EXERCISE INSTRUCTIONS | Below are records that must be duplicated exactly.

SUPPLIED MATERIAL |
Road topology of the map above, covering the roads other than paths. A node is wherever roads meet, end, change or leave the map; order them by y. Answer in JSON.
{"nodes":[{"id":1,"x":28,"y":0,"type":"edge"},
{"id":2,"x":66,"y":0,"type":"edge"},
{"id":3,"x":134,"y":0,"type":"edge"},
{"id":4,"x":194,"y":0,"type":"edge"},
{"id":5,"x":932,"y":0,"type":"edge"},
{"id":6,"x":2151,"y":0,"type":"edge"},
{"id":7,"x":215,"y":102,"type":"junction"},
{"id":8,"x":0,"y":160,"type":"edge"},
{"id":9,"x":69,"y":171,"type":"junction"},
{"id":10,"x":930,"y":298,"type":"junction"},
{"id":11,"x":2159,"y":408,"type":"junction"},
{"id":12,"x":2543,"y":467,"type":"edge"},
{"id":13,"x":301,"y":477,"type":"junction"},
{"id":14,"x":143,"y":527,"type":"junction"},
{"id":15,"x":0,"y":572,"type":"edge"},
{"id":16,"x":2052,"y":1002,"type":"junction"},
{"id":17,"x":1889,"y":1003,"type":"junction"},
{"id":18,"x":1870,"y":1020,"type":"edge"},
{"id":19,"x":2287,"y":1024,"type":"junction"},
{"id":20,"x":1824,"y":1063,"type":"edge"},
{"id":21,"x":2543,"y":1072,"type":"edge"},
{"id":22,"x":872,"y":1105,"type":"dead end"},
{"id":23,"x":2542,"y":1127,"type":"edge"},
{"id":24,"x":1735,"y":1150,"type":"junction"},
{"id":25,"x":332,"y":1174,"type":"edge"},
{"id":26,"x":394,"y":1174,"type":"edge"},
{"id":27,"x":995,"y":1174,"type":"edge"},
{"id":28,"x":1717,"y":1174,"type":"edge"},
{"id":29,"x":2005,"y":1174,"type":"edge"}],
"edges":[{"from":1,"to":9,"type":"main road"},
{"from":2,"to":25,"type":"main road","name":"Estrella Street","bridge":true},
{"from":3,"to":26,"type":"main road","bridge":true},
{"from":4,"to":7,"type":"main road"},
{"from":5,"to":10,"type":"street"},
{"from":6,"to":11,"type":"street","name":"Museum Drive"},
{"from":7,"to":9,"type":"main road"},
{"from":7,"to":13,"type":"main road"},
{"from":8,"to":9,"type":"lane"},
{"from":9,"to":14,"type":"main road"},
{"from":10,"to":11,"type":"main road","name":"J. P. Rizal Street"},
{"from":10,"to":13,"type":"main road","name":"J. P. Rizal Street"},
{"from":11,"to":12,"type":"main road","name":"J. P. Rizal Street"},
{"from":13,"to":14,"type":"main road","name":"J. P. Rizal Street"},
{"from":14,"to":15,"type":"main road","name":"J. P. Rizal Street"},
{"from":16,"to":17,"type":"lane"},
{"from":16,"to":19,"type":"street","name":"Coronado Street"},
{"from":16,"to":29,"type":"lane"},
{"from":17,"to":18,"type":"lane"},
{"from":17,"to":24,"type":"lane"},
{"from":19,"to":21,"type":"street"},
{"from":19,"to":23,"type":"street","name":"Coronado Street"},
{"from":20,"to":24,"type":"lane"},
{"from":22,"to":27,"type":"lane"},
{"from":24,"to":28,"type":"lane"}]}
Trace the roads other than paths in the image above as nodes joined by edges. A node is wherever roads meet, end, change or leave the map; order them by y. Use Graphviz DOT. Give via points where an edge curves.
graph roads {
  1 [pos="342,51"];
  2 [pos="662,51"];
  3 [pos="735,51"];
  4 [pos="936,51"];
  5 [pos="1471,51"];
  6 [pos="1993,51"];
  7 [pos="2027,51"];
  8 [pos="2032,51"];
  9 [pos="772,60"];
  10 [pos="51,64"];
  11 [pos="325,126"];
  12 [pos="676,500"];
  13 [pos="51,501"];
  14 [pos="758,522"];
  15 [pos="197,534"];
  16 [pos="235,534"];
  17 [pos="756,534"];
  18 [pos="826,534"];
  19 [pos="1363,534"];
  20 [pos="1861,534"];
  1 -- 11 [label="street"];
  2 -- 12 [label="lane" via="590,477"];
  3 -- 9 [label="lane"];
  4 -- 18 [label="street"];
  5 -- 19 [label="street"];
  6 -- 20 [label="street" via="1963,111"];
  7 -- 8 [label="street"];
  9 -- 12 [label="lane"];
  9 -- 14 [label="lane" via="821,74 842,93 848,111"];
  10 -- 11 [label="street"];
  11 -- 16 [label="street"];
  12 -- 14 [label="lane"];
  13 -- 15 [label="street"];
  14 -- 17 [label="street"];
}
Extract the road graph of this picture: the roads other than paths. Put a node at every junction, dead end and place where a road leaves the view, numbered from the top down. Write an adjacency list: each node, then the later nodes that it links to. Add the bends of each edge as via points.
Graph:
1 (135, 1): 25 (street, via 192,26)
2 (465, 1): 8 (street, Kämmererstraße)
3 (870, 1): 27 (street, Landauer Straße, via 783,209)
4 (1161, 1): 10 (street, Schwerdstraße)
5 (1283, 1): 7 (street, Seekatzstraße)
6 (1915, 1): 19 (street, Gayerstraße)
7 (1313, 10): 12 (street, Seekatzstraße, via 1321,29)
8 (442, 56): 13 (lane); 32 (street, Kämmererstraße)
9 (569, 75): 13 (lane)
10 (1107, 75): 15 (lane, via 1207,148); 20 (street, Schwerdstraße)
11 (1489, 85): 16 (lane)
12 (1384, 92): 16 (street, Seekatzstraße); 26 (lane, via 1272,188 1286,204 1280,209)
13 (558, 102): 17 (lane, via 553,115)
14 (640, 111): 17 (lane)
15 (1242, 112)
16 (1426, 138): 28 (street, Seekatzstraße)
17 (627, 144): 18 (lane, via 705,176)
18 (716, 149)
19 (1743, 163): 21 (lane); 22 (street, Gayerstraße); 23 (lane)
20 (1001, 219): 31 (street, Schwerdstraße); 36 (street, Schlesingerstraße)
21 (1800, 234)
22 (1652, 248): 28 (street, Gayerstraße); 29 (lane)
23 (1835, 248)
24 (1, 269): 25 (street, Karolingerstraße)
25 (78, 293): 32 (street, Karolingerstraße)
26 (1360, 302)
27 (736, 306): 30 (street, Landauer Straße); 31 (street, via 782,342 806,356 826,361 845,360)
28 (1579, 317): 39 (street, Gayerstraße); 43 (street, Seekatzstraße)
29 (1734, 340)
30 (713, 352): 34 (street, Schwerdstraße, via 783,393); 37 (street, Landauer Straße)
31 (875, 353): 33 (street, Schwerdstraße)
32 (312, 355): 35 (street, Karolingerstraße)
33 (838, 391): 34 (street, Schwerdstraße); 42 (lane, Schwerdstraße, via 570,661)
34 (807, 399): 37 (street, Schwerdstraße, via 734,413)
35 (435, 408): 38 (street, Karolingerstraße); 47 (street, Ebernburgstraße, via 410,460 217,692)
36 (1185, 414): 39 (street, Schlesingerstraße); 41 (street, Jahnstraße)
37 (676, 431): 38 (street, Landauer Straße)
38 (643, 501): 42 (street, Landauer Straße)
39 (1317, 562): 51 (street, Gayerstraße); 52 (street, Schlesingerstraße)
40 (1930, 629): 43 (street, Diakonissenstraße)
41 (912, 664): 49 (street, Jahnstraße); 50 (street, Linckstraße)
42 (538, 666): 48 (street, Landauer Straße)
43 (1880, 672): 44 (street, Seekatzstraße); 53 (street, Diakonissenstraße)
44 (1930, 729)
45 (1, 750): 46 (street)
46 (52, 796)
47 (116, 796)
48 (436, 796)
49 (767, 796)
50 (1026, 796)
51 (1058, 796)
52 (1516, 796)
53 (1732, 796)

RESPONSE TO THE EXERCISE |
Road topology of the map above, covering the roads other than paths. A node is wherever roads meet, end, change or leave the map; order them by y. Answer in JSON.
{"nodes":[{"id":1,"x":28,"y":0,"type":"edge"},
{"id":2,"x":66,"y":0,"type":"edge"},
{"id":3,"x":134,"y":0,"type":"edge"},
{"id":4,"x":194,"y":0,"type":"edge"},
{"id":5,"x":932,"y":0,"type":"edge"},
{"id":6,"x":2151,"y":0,"type":"edge"},
{"id":7,"x":215,"y":102,"type":"junction"},
{"id":8,"x":0,"y":160,"type":"edge"},
{"id":9,"x":69,"y":171,"type":"junction"},
{"id":10,"x":930,"y":298,"type":"junction"},
{"id":11,"x":2159,"y":408,"type":"junction"},
{"id":12,"x":2543,"y":467,"type":"edge"},
{"id":13,"x":301,"y":477,"type":"junction"},
{"id":14,"x":143,"y":527,"type":"junction"},
{"id":15,"x":0,"y":572,"type":"edge"},
{"id":16,"x":2052,"y":1002,"type":"junction"},
{"id":17,"x":1889,"y":1003,"type":"junction"},
{"id":18,"x":1870,"y":1020,"type":"edge"},
{"id":19,"x":2287,"y":1024,"type":"junction"},
{"id":20,"x":1824,"y":1063,"type":"edge"},
{"id":21,"x":2543,"y":1072,"type":"edge"},
{"id":22,"x":872,"y":1105,"type":"dead end"},
{"id":23,"x":2542,"y":1127,"type":"edge"},
{"id":24,"x":1735,"y":1150,"type":"junction"},
{"id":25,"x":332,"y":1174,"type":"edge"},
{"id":26,"x":394,"y":1174,"type":"edge"},
{"id":27,"x":995,"y":1174,"type":"edge"},
{"id":28,"x":1717,"y":1174,"type":"edge"},
{"id":29,"x":2005,"y":1174,"type":"edge"}],
"edges":[{"from":1,"to":9,"type":"main road"},
{"from":2,"to":25,"type":"main road","name":"Estrella Street","bridge":true},
{"from":3,"to":26,"type":"main road","bridge":true},
{"from":4,"to":7,"type":"main road"},
{"from":5,"to":10,"type":"street"},
{"from":6,"to":11,"type":"street","name":"Museum Drive"},
{"from":7,"to":9,"type":"main road"},
{"from":7,"to":13,"type":"main road"},
{"from":8,"to":9,"type":"lane"},
{"from":9,"to":14,"type":"main road"},
{"from":10,"to":11,"type":"main road","name":"J. P. Rizal Street"},
{"from":10,"to":13,"type":"main road","name":"J. P. Rizal Street"},
{"from":11,"to":12,"type":"main road","name":"J. P. Rizal Street"},
{"from":13,"to":14,"type":"main road","name":"J. P. Rizal Street"},
{"from":14,"to":15,"type":"main road","name":"J. P. Rizal Street"},
{"from":16,"to":17,"type":"lane"},
{"from":16,"to":19,"type":"street","name":"Coronado Street"},
{"from":16,"to":29,"type":"lane"},
{"from":17,"to":18,"type":"lane"},
{"from":17,"to":24,"type":"lane"},
{"from":19,"to":21,"type":"street"},
{"from":19,"to":23,"type":"street","name":"Coronado Street"},
{"from":20,"to":24,"type":"lane"},
{"from":22,"to":27,"type":"lane"},
{"from":24,"to":28,"type":"lane"}]}
Trace the roads other than paths in the image above as nodes joined by edges. A node is wherever roads meet, end, change or leave the map; order them by y. Use Graphviz DOT. Give via points where an edge curves.
graph roads {
  1 [pos="342,51"];
  2 [pos="662,51"];
  3 [pos="735,51"];
  4 [pos="936,51"];
  5 [pos="1471,51"];
  6 [pos="1993,51"];
  7 [pos="2027,51"];
  8 [pos="2032,51"];
  9 [pos="772,60"];
  10 [pos="51,64"];
  11 [pos="325,126"];
  12 [pos="676,500"];
  13 [pos="51,501"];
  14 [pos="758,522"];
  15 [pos="197,534"];
  16 [pos="235,534"];
  17 [pos="756,534"];
  18 [pos="826,534"];
  19 [pos="1363,534"];
  20 [pos="1861,534"];
  1 -- 11 [label="street"];
  2 -- 12 [label="lane" via="590,477"];
  3 -- 9 [label="lane"];
  4 -- 18 [label="street"];
  5 -- 19 [label="street"];
  6 -- 20 [label="street" via="1963,111"];
  7 -- 8 [label="street"];
  9 -- 12 [label="lane"];
  9 -- 14 [label="lane" via="821,74 842,93 848,111"];
  10 -- 11 [label="street"];
  11 -- 16 [label="street"];
  12 -- 14 [label="lane"];
  13 -- 15 [label="street"];
  14 -- 17 [label="street"];
}
Extract the road graph of this picture: the roads other than paths. Put a node at every junction, dead end and place where a road leaves the view, numbered from the top down. Write an adjacency list: each node, then the later nodes that it links to. Add the bends of each edge as via points.
Graph:
1 (135, 1): 25 (street, via 192,26)
2 (465, 1): 8 (street, Kämmererstraße)
3 (870, 1): 27 (street, Landauer Straße, via 783,209)
4 (1161, 1): 10 (street, Schwerdstraße)
5 (1283, 1): 7 (street, Seekatzstraße)
6 (1915, 1): 19 (street, Gayerstraße)
7 (1313, 10): 12 (street, Seekatzstraße, via 1321,29)
8 (442, 56): 13 (lane); 32 (street, Kämmererstraße)
9 (569, 75): 13 (lane)
10 (1107, 75): 15 (lane, via 1207,148); 20 (street, Schwerdstraße)
11 (1489, 85): 16 (lane)
12 (1384, 92): 16 (street, Seekatzstraße); 26 (lane, via 1272,188 1286,204 1280,209)
13 (558, 102): 17 (lane, via 553,115)
14 (640, 111): 17 (lane)
15 (1242, 112)
16 (1426, 138): 28 (street, Seekatzstraße)
17 (627, 144): 18 (lane, via 705,176)
18 (716, 149)
19 (1743, 163): 21 (lane); 22 (street, Gayerstraße); 23 (lane)
20 (1001, 219): 31 (street, Schwerdstraße); 36 (street, Schlesingerstraße)
21 (1800, 234)
22 (1652, 248): 28 (street, Gayerstraße); 29 (lane)
23 (1835, 248)
24 (1, 269): 25 (street, Karolingerstraße)
25 (78, 293): 32 (street, Karolingerstraße)
26 (1360, 302)
27 (736, 306): 30 (street, Landauer Straße); 31 (street, via 782,342 806,356 826,361 845,360)
28 (1579, 317): 39 (street, Gayerstraße); 43 (street, Seekatzstraße)
29 (1734, 340)
30 (713, 352): 34 (street, Schwerdstraße, via 783,393); 37 (street, Landauer Straße)
31 (875, 353): 33 (street, Schwerdstraße)
32 (312, 355): 35 (street, Karolingerstraße)
33 (838, 391): 34 (street, Schwerdstraße); 42 (lane, Schwerdstraße, via 570,661)
34 (807, 399): 37 (street, Schwerdstraße, via 734,413)
35 (435, 408): 38 (street, Karolingerstraße); 47 (street, Ebernburgstraße, via 410,460 217,692)
36 (1185, 414): 39 (street, Schlesingerstraße); 41 (street, Jahnstraße)
37 (676, 431): 38 (street, Landauer Straße)
38 (643, 501): 42 (street, Landauer Straße)
39 (1317, 562): 51 (street, Gayerstraße); 52 (street, Schlesingerstraße)
40 (1930, 629): 43 (street, Diakonissenstraße)
41 (912, 664): 49 (street, Jahnstraße); 50 (street, Linckstraße)
42 (538, 666): 48 (street, Landauer Straße)
43 (1880, 672): 44 (street, Seekatzstraße); 53 (street, Diakonissenstraße)
44 (1930, 729)
45 (1, 750): 46 (street)
46 (52, 796)
47 (116, 796)
48 (436, 796)
49 (767, 796)
50 (1026, 796)
51 (1058, 796)
52 (1516, 796)
53 (1732, 796)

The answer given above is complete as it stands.